Stock photo courtesy of Pexels

 

Viola Fletcher, 107, is the oldest living survivor of the Tulsa Race Massacre, which turned 100 recently.

Fletcher came before members of Congress asking for justice for her people and community who suffered an ill fate at the hands of a White mob, ESSENCE Magazine reported.

“I’m here asking my country to acknowledge what happened in Tulsa in 1921,” she said in the article.

Her testimony was during the “Continuing Injustice: The Centennial of the Tulsa-Greenwood Race Massacre” hearing on May 19, the article reported. The House Judiciary Committee’s Subcommittee on the Constitution, Civil Rights, and Civil Liberties looked the 1921 Massacre and potential solutions for survivors and their relatives, according to the story.

The Tulsa-Greenwood Race Massacre was noted as a historic event as a “firestorm of hatred and violence that is perhaps unequaled in the peacetime history of the United States.”

Late in the evening of May 31, 1921 and into the following day, a white mob reportedly 5,000-10,000 attacked the Greenwood district of Tulsa, Oklahoma. The segregated and bustling Black community of successful businesses was known as ‘Black Wall Street.’

“The attackers looted and burned an estimated 1,256 homes, and they razed to the ground about 40 square blocks—nearly all of the district’s churches, schools, hospitals and businesses,” according to the article. Roughly 9,000 Greenwood residents were left homeless.

The number of people killed was not known, but a 2001 report by the Oklahoma Commission to Study the Race Massacre of 1921 said that at least 75 to 100 people died in the carnage. Another source has put the death count to 300.

“I have said so before, and I will say it again—the Tulsa-Greenwood Massacre can fairly be described as an act of ethnic cleansing, which was subsequently wiped from the history books for many decades despite having made national news at the time,” said Rep. Jerrold Nadler (D-NY), House Judiciary Committee Chairman in his opening statement.

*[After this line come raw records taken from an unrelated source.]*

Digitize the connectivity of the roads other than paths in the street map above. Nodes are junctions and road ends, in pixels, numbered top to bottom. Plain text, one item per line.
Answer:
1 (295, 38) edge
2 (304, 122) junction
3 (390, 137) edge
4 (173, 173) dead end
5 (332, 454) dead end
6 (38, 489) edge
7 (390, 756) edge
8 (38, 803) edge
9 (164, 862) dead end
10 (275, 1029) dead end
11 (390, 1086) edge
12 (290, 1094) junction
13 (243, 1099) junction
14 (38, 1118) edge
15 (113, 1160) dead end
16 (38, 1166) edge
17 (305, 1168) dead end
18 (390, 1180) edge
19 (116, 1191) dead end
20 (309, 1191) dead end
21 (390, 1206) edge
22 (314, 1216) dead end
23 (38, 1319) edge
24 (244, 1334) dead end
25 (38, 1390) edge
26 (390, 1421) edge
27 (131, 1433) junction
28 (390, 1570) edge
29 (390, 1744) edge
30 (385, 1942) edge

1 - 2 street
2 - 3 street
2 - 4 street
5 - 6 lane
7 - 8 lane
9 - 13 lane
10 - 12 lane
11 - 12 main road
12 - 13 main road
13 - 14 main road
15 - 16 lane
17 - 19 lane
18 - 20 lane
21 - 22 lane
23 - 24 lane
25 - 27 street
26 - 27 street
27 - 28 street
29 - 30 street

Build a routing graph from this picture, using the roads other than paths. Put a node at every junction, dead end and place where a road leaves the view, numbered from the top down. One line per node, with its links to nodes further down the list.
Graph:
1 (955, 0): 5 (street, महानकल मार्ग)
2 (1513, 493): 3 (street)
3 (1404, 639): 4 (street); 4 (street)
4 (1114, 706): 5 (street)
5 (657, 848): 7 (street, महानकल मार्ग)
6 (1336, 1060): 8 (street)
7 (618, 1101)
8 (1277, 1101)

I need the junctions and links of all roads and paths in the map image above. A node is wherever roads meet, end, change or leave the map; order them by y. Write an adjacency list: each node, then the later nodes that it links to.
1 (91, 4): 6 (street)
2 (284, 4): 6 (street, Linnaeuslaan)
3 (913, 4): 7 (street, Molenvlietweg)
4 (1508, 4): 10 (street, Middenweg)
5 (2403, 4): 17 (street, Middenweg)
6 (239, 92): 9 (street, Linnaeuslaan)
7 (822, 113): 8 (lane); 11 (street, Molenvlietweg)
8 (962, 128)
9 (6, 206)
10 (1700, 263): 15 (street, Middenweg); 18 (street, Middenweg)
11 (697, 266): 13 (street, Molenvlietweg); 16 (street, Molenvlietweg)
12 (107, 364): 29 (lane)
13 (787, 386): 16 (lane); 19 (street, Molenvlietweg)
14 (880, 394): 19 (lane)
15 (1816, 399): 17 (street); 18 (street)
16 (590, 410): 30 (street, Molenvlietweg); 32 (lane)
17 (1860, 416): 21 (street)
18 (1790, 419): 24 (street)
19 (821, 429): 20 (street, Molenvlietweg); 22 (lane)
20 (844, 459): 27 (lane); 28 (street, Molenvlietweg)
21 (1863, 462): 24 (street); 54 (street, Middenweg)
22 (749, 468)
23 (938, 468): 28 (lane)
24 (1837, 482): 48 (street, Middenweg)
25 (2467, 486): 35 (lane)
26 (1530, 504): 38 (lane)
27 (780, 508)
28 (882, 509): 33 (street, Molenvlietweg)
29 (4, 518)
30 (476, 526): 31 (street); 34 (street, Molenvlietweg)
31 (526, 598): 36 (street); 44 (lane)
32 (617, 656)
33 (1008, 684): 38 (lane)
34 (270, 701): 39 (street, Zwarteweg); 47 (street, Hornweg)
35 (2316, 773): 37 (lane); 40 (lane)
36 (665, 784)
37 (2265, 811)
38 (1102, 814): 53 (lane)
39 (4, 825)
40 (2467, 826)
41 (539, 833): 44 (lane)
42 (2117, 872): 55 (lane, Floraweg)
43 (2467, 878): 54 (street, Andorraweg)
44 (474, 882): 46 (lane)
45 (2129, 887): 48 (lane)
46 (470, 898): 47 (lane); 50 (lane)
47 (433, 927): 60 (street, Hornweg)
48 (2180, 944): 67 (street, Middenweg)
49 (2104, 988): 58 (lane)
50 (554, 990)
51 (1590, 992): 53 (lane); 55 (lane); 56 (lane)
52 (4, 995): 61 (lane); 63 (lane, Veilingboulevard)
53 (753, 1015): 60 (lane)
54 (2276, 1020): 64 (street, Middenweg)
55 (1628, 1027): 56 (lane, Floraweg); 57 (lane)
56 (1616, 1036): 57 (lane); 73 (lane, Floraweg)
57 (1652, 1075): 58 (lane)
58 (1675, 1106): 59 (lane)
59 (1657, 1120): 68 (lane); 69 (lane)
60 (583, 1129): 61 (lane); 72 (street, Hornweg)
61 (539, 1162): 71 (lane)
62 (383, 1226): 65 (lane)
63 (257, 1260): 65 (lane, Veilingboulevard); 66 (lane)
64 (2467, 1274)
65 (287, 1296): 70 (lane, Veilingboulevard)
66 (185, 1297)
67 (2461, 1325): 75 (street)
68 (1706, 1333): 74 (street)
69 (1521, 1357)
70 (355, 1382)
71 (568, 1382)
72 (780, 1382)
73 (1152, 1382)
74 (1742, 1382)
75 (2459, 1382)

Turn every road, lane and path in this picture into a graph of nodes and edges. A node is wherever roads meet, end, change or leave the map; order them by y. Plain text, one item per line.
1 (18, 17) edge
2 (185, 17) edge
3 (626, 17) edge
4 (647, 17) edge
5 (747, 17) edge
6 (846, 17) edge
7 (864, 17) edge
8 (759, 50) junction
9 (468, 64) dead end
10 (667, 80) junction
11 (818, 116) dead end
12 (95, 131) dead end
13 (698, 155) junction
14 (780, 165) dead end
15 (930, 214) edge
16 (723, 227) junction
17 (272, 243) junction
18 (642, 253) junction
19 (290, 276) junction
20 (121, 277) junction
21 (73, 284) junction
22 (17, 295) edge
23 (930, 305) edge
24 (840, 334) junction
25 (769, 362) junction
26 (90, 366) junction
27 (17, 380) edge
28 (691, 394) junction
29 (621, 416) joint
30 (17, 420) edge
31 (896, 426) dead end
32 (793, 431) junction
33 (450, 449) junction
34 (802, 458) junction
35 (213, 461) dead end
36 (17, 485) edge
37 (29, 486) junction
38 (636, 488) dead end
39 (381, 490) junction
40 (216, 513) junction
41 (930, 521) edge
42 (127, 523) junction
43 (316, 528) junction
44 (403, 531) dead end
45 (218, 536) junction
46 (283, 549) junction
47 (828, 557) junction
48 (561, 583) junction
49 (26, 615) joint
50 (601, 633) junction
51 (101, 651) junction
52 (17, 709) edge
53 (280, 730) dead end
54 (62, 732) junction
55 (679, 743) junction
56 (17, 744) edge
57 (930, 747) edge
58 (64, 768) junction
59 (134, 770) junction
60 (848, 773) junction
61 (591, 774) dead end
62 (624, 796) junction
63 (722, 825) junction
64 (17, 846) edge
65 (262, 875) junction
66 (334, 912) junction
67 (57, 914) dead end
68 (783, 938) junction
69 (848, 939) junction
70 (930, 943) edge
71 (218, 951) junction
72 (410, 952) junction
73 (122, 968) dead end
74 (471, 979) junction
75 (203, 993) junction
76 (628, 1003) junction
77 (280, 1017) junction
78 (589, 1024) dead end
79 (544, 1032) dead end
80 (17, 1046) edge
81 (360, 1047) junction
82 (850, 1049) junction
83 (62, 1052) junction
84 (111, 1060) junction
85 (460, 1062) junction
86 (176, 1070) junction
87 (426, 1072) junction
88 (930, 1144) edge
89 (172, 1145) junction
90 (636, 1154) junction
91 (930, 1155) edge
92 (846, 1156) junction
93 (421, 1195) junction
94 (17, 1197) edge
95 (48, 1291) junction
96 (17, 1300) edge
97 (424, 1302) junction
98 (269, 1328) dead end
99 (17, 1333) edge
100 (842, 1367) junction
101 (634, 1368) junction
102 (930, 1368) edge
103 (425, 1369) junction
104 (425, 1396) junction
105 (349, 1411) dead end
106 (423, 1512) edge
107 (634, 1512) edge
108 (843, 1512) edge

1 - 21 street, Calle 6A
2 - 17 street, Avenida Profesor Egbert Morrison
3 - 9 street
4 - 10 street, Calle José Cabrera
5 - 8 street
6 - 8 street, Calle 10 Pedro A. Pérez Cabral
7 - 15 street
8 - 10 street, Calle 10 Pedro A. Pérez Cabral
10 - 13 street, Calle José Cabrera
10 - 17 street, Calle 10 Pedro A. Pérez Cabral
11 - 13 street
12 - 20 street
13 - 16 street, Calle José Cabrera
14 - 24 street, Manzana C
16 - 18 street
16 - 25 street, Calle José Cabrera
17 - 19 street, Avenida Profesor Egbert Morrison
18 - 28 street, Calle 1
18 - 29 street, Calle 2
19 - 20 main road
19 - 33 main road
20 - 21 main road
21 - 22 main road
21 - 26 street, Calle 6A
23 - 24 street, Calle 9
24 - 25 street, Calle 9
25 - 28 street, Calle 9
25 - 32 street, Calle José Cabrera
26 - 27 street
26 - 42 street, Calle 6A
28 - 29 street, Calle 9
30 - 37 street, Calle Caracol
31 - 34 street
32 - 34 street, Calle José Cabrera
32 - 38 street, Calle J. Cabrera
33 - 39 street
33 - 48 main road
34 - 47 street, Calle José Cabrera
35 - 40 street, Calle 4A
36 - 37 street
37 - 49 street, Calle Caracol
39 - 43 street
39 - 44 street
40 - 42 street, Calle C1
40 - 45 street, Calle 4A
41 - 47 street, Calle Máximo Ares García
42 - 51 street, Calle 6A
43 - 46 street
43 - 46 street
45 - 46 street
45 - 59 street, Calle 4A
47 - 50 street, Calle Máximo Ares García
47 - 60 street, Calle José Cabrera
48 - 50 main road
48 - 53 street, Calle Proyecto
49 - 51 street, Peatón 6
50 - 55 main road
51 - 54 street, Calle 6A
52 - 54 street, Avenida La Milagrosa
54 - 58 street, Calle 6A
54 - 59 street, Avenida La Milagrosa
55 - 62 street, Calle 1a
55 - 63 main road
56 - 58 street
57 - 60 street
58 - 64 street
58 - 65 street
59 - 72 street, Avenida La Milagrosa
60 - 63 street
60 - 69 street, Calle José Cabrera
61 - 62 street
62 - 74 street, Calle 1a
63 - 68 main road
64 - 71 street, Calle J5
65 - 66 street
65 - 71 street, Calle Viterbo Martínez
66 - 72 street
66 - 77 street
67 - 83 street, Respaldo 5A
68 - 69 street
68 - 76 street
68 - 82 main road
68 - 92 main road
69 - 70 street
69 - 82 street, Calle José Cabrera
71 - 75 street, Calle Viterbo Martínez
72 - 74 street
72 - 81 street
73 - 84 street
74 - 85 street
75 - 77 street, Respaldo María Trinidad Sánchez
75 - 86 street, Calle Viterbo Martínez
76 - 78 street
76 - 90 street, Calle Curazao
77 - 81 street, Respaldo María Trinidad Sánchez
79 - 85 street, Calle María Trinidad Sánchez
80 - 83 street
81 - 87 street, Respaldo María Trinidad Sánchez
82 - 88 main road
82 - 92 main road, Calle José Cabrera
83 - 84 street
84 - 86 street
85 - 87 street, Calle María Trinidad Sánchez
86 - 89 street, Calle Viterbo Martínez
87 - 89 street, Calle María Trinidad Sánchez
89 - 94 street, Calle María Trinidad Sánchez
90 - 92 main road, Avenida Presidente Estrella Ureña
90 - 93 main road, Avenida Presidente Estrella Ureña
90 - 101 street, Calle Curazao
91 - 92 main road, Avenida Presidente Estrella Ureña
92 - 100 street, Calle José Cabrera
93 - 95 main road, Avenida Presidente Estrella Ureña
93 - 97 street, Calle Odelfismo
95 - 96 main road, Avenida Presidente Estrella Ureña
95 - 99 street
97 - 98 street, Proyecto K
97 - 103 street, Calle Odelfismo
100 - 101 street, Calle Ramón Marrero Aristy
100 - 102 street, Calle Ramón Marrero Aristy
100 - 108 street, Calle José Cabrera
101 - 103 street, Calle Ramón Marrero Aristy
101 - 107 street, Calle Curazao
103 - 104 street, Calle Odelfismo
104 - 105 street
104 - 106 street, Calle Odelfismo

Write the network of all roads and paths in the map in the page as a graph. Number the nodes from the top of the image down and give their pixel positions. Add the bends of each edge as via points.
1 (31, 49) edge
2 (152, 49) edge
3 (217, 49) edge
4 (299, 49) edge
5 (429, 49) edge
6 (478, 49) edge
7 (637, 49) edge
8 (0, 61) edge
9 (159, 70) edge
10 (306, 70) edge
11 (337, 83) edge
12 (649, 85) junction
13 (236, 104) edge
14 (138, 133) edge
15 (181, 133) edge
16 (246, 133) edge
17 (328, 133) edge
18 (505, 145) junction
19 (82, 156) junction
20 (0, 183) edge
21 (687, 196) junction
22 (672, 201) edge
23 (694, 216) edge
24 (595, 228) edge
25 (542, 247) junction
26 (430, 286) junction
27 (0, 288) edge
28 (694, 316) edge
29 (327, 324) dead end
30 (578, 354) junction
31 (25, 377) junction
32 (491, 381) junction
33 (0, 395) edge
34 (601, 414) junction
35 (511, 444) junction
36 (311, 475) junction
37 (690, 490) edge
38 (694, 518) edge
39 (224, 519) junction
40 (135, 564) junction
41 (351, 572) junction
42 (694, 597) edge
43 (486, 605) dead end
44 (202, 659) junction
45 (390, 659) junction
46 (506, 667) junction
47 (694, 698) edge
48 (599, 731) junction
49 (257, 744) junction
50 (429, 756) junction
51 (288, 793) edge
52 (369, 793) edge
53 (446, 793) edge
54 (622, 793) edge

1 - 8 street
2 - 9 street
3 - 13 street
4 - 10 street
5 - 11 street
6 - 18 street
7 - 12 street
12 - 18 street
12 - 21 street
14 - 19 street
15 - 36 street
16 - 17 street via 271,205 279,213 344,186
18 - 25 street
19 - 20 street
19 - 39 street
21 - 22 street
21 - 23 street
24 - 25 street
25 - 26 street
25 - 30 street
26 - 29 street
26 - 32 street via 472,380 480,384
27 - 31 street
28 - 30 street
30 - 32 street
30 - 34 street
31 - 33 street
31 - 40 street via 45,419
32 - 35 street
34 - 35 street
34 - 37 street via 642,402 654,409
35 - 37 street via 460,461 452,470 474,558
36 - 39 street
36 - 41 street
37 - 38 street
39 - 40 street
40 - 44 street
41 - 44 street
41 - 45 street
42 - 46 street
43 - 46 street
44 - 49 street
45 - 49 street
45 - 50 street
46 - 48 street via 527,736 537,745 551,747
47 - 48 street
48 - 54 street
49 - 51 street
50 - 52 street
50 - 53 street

The hearing featured testimony from three survivors: Fletcher, Hughes Van Ellis and Lessie Benningfield Randle—all centenarians who were children when the Tulsa-Greenwood Race Massacre happened.

“Mother” Randle, 106, testified via Zoom that growing up in Greenwood was ideal before the tragedy. “It was a beautiful Black community,” she said of her childhood. “I felt very safe.”

But when she was six-years-old, “white men with guns,” who “destroyed” the community changed all that.

“We didn’t understand. Why? What did we do to them?” Randle asked.